While our model shows the difference in Total Royalty Revenue (TRR) for the first 5 years of this well as being $7,218.06, we can now compare this to the difference in lease bonus. While the lease bonus for the 5 net mineral acres at the 1/5th royalty was $3,000 per net mineral acre and $1,250 for the 1/4th royalty option we can see a difference in the initial lease bonus of $8,750.00. When comparing this difference to the difference in TRR after the first 5 years there is a negative difference of $1,531.95. This means that at the 1/4th royalty it would take more than 5 years for this option to be as or more profitable for the mineral owner than the 1/5th royalty option.
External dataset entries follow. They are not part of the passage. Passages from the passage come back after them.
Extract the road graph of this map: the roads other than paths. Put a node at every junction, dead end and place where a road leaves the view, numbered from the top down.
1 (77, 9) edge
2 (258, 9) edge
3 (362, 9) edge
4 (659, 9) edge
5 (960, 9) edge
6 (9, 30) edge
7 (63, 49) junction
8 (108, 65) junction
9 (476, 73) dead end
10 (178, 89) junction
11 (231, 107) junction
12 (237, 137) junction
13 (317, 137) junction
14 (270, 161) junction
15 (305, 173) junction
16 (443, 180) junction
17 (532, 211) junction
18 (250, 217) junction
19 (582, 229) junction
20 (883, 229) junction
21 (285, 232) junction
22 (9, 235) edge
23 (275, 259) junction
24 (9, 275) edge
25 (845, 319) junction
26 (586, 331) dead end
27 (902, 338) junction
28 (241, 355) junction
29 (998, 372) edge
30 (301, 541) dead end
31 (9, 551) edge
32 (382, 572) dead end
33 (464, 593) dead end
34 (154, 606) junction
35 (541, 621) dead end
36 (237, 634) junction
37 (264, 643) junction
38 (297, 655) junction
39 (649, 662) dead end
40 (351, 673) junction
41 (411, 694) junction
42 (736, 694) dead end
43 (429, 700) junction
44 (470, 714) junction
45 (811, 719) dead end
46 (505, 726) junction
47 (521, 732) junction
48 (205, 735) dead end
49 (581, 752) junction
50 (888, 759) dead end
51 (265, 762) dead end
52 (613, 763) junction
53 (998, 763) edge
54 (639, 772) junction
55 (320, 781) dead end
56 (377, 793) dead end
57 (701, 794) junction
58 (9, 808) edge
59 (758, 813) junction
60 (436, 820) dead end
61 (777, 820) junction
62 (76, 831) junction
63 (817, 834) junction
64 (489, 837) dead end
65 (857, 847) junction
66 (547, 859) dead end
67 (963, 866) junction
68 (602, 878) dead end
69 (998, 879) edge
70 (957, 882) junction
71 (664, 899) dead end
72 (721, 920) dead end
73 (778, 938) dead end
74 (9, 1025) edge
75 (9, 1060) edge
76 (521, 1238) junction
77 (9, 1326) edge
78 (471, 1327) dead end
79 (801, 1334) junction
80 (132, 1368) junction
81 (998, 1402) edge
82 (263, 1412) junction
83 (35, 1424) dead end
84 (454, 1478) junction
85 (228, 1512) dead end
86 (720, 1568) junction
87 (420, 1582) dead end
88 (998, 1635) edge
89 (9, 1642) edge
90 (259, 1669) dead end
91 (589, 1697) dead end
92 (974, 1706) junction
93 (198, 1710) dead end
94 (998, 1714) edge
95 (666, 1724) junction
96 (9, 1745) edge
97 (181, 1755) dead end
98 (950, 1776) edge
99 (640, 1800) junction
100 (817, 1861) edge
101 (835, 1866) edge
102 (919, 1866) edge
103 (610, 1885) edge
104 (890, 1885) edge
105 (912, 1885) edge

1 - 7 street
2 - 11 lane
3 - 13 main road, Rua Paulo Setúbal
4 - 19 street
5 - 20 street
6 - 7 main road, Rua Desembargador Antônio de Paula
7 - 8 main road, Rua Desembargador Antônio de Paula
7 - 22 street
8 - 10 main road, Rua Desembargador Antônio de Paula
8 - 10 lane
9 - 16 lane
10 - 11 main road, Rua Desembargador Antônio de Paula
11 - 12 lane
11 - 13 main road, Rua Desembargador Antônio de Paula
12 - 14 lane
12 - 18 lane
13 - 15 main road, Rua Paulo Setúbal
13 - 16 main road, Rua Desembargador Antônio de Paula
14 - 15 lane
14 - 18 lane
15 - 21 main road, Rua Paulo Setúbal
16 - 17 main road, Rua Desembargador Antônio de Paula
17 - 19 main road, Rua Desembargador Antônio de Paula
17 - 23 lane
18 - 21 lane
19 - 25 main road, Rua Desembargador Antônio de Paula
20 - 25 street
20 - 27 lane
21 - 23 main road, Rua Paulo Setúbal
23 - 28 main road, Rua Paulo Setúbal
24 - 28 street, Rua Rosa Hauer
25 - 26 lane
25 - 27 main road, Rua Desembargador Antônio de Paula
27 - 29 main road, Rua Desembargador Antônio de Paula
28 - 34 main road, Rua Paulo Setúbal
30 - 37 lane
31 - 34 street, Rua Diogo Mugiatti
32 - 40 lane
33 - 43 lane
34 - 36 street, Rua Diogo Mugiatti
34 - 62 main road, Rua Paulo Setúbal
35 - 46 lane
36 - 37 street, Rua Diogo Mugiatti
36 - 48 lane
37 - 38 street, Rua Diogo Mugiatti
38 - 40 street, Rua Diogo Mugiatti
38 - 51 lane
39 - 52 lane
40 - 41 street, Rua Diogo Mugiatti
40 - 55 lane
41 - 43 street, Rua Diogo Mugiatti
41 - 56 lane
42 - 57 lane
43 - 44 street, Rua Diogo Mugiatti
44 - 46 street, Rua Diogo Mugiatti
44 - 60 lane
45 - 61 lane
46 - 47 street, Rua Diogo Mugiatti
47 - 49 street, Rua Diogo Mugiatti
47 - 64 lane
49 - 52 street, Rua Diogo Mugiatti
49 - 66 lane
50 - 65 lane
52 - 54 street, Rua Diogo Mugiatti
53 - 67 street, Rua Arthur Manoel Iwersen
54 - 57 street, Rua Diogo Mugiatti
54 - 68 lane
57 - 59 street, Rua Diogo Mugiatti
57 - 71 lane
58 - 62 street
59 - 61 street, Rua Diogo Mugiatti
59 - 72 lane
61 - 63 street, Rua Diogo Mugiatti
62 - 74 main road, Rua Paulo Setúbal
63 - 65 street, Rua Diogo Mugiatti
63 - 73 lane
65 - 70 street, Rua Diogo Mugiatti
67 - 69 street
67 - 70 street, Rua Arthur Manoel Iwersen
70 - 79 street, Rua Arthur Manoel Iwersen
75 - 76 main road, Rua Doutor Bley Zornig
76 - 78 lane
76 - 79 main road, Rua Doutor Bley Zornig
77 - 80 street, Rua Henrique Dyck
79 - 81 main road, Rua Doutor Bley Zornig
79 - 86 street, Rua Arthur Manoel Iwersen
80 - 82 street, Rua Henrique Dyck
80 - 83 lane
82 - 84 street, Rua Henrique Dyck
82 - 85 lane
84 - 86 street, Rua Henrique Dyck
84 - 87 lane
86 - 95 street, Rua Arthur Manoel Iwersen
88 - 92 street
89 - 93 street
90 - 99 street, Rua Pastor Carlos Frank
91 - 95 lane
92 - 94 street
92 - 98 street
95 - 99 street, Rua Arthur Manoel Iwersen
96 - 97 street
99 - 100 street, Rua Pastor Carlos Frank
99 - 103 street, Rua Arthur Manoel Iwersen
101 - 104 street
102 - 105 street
While there is no guarantee that any additional wells will be drilled on the leased lands, that is information that would need to be considered when choosing a royalty option by the mineral owner. Any increased density well completed on the leased lands would likely move the timeline of profitability for the quarter royalty up to some point less than 5 years versus that of the 1/5th royalty. This model also uses the present value of money and any future value of money could possibly increase the profitability timeline due to inflation. Additionally, this model would likely change dramatically if the price of oil were to increase back to values of the 2012 era where the price of oil was in the $90/bbl range. With prices in the $90/bbl range the 1/4th royalty would likely become more profitable than the 1/5th royalty option very early on the production cycle. Given the volatility of oil prices, current market trends and forecasts into the foreseeable future, this model shows why it may be more economical for a mineral owner to take a lower royalty in exchange for a higher up-front lease bonus.